お城の裏山をお借りすることになった。ここならきわみちゃんが木刀を振り降ろしても、お城が倒れるようなことはないだろう。
わたしは肩の上から夏次郎くんを地面に下ろすと、きわみちゃんに聞いた。
「どうするの?」
「覚えてますか? 音丸さん」
木刀を手に持ちながら、彼女は言った。
「こぶたさん相手に私、暴走しましたよね?」
「ああ……、うん」
樹海で会ったこぶたさんが、大きな鬼に化けてみせた時、きわみちゃんは暴走して樹海の森を地響きとともに揺らしたのだった。
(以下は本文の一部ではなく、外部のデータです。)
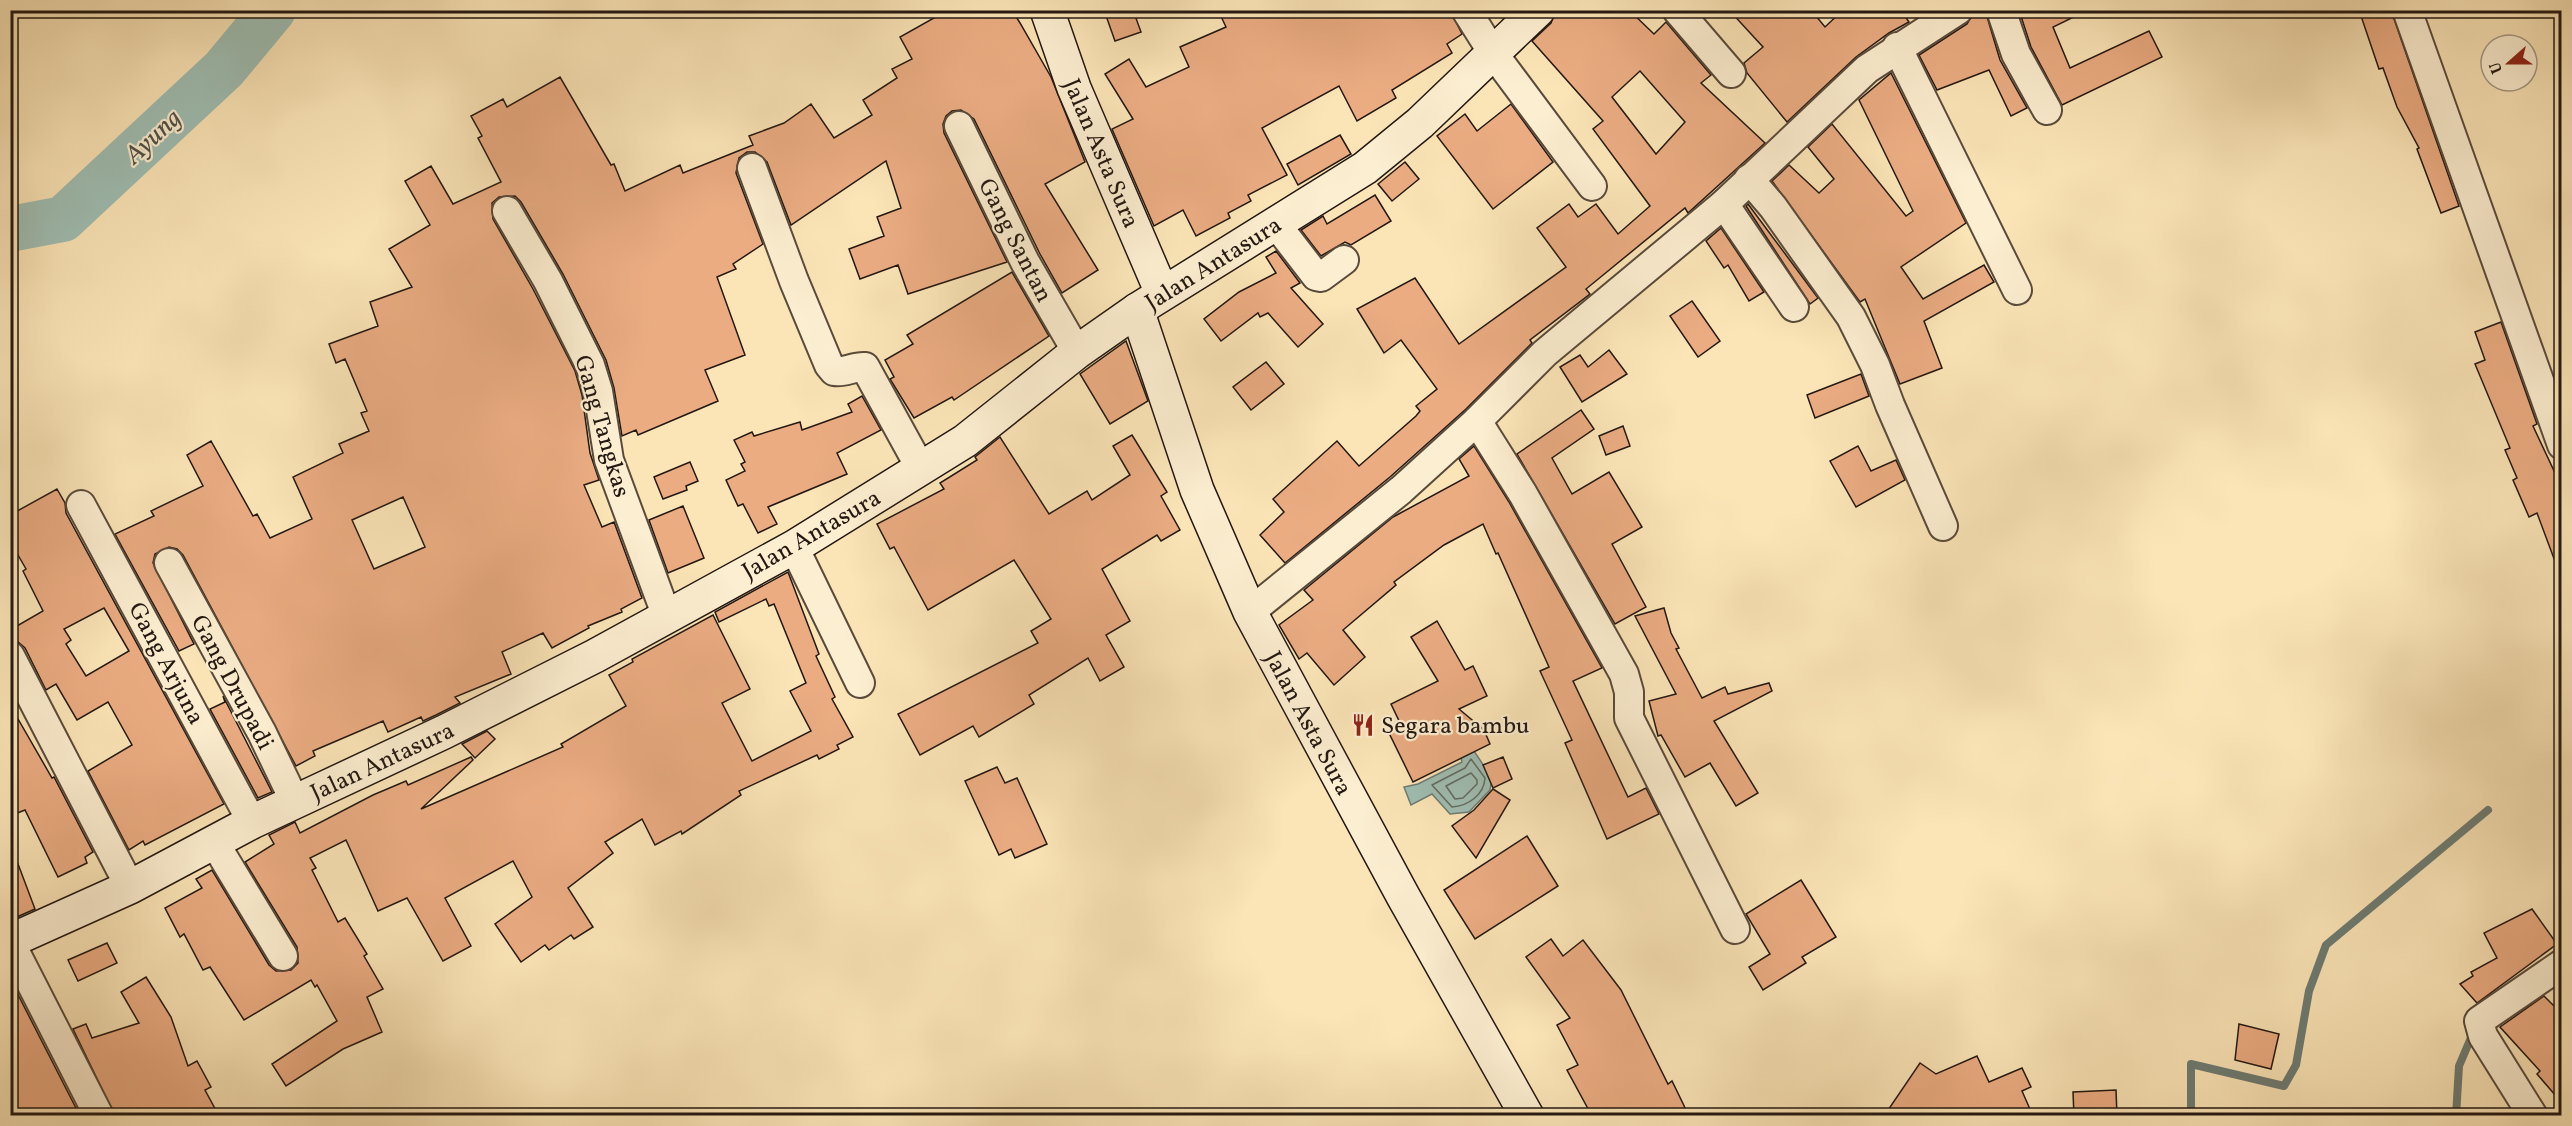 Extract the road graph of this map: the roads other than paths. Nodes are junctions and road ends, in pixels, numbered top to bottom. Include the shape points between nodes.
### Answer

「でも……こぶたさんは妖怪ではありませんでした。からくり人形だったのでしょう?」
「あっ」
そうだ。
あの時、きわみちゃんは、妖怪じゃないものを相手に暴走し、鬼のごとき怪力を発揮したのだった。
「考えていたんです。なぜ、あの時、私は妖怪ではないからくり人形を相手に暴走できたのか……と」
「本当だね。なんでだったの?」
「夏次郎くんです」
きわみちゃんは夏くんを見つめて、ふふっと笑った。
「あの時、私は確かに『かわいい妖気』を感じていました。それをこぶたさんから感じ取っていると勘違いしていた。でも、あれは夏次郎くんの妖気だったんです」
「なるほど……」
わたしは聞いた。
「で?」
「思い込みの力で発動できたんですよ。こぶたさんが妖怪だと思い込んでいたから、夏次郎くんの妖気を吸って、私はこぶたさんを攻撃したんです。夏次郎くんではなく」
「で?」
きわみちゃんが木刀で、地面にバツ印を書いた。
「夏次郎くんの妖気を感じて、しかし夏次郎くんではなく、このバツ印に木刀を打ち込む修行をしたいと思うのです」
目が燃えている。
「この修行を極めれば、夏次郎くんでなくても誰か妖怪さんが側にいてくれれば、私は宇宙人にもこの豪剣を打ち込むことが出来るはずです!」
「な……、なるほど!」
「協力してくれますか!?」
彼女の迫力に気圧され、わたしは思わず片方の拳を振り上げて、応援するように、しかし弱々しい声を出した。
「お……、おー!」
「それで、もし私が夏次郎くんに襲いかかったら、遠慮なく剥いてください!」
「ええっ!?」
「それで私の暴走は止まります! 覚悟は出来ています! いいですね、夏くん!?」
夏次郎くんが真剣な顔で、こくんとうなずいた。
「では……、行きますっ!」
きわみちゃんが黙った。
怖い顔をして、地面のバツ印を睨んでいる。どうやら頭の中に宇宙人を描いているようだ。
ざわざわと、彼女の髪が逆立ちはじめた。
……来る!
「妖魔、撲滅!」
きわみちゃんが木刀を振り上げた。
青空高く、跳び上がる。
まるで赤鬼の金棒のように巨大な攻撃力をまとったその木刀が、夏次郎くんを襲う。
夏次郎くんが、ぶわっと膨れ上がった。
木刀を振り上げた格好のまま、白い風に巻きつかれ、きわみちゃんの稽古着が粉々になって吹き飛んだ。
産まれたままの白い姿をさらして高い空中にくるくる回る彼女を見て、思わずわたしは叫び声をあげた。